[ENTRIES SHOWN Boundary: Start]

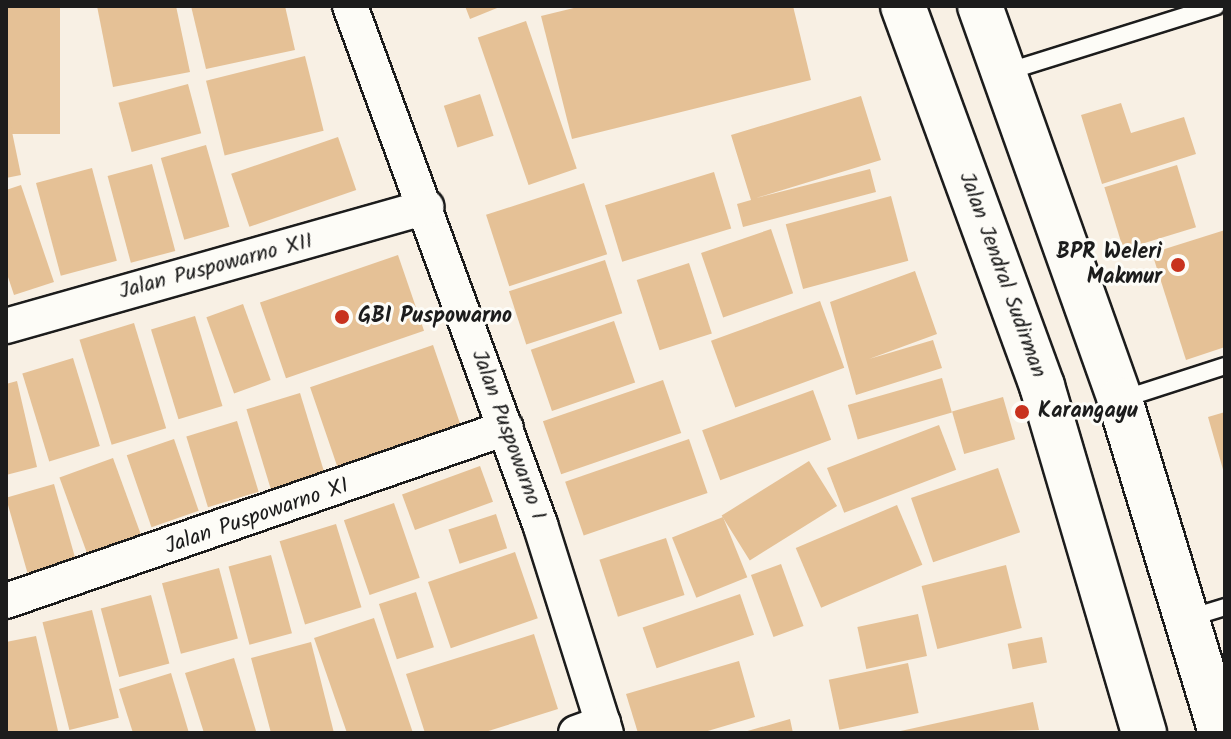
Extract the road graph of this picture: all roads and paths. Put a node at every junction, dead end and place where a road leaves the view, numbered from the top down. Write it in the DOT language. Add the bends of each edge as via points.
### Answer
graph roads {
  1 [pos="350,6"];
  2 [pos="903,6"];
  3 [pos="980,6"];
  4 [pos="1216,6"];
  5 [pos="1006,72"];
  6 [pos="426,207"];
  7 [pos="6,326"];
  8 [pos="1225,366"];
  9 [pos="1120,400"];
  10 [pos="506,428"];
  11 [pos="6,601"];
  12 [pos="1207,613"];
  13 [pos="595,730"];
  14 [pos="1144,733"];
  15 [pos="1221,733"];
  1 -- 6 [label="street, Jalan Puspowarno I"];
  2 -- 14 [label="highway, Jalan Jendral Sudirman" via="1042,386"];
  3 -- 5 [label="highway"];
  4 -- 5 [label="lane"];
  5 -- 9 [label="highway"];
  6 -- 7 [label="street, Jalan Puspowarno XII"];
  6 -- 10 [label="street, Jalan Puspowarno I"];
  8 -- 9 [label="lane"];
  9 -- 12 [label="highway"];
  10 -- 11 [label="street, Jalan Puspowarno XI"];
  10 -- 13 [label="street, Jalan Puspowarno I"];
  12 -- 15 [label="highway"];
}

[ENTRIES SHOWN Boundary: End]
[ENTRIES SHOWN Boundary: Start]

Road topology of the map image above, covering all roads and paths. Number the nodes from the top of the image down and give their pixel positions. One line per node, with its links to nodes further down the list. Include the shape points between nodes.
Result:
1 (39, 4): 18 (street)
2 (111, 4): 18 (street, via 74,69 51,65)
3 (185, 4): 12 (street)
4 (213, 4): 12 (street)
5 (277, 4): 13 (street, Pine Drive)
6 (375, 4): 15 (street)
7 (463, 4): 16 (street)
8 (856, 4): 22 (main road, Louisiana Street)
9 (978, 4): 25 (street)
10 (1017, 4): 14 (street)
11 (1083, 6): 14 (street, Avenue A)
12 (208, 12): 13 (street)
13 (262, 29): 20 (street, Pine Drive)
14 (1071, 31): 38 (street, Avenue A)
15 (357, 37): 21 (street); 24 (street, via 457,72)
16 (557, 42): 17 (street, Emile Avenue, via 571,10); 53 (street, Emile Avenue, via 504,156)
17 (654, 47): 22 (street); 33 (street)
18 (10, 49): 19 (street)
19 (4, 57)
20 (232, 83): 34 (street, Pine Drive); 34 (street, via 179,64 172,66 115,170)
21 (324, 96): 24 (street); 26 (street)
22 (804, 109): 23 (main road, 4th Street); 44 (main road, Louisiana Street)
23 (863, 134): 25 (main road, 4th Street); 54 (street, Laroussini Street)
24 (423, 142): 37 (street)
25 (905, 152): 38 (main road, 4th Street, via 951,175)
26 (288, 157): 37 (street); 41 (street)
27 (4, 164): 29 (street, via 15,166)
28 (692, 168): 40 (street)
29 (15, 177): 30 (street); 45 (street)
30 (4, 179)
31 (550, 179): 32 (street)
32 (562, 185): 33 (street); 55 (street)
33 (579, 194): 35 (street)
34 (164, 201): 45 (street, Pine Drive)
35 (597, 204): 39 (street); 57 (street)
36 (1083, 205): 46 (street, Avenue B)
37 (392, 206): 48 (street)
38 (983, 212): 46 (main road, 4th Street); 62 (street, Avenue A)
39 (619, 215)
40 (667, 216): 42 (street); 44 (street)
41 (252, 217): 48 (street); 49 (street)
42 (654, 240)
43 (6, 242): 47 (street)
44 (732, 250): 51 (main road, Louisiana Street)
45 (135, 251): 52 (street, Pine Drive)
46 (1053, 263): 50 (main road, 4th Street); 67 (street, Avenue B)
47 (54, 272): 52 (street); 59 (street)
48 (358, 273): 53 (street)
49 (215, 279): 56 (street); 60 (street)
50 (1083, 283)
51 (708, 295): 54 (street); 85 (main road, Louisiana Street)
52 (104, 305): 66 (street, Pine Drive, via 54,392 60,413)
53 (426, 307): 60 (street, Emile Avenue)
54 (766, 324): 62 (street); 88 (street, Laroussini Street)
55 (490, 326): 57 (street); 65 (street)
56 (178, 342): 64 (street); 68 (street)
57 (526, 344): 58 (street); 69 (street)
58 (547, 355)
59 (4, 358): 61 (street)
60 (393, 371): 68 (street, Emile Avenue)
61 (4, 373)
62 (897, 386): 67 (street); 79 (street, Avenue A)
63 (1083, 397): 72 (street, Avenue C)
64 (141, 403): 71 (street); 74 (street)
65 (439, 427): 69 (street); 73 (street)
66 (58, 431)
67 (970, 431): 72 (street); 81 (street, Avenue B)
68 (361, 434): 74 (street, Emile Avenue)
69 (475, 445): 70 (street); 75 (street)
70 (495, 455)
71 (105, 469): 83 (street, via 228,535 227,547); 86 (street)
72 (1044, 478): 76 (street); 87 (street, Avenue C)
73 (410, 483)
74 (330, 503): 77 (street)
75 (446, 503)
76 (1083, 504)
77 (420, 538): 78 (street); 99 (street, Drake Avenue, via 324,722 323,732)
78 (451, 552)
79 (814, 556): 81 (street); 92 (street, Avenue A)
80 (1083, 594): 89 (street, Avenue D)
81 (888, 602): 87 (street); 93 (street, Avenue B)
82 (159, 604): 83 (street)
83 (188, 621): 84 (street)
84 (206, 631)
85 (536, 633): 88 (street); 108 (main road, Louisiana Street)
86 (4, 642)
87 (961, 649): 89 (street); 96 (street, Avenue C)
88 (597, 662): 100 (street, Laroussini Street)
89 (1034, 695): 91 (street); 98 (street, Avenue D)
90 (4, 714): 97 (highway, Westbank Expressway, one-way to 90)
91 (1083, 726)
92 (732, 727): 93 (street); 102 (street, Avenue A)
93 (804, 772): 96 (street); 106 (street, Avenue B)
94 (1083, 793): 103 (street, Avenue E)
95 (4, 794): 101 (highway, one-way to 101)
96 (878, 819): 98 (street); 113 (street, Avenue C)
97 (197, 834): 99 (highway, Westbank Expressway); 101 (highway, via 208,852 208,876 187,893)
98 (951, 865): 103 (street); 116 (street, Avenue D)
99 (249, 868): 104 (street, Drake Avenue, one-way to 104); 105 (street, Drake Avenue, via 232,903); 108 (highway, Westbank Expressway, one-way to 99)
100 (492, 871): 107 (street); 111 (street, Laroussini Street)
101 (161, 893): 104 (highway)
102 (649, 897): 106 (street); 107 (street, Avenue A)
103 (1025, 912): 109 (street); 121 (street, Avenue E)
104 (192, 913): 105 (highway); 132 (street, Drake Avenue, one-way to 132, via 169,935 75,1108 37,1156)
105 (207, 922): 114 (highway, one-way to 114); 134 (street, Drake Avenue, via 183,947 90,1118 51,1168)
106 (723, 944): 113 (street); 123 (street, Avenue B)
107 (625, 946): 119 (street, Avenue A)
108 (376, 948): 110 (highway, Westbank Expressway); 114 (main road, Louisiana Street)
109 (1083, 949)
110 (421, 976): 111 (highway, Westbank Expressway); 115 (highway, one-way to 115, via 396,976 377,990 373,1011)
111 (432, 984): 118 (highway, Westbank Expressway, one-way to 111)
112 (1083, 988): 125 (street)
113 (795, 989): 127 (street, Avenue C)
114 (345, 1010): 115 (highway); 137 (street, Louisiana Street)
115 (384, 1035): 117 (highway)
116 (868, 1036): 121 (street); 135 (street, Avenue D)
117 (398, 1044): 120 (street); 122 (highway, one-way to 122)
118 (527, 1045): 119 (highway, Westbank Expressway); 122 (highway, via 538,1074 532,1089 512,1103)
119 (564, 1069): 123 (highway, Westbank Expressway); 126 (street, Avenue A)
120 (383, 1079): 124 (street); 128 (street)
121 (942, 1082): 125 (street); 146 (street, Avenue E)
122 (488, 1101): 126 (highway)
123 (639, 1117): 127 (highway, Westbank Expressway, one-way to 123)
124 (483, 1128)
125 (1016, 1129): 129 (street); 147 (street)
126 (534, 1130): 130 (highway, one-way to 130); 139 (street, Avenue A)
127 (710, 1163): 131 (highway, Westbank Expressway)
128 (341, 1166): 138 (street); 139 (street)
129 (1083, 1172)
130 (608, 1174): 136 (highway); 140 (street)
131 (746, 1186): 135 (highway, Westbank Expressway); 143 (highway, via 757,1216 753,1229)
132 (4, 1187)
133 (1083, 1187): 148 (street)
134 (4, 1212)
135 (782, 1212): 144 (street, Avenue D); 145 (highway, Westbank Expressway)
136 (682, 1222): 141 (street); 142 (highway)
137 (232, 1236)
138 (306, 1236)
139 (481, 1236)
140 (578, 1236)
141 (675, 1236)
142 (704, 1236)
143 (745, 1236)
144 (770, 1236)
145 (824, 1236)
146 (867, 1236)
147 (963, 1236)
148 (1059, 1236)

[ENTRIES SHOWN Boundary: End]

* _WHAT IS EXPECTED_
Say how many lines in the records contain the word "points". Nothing but the number is required.

* _EXERCISE OUTPUT_
2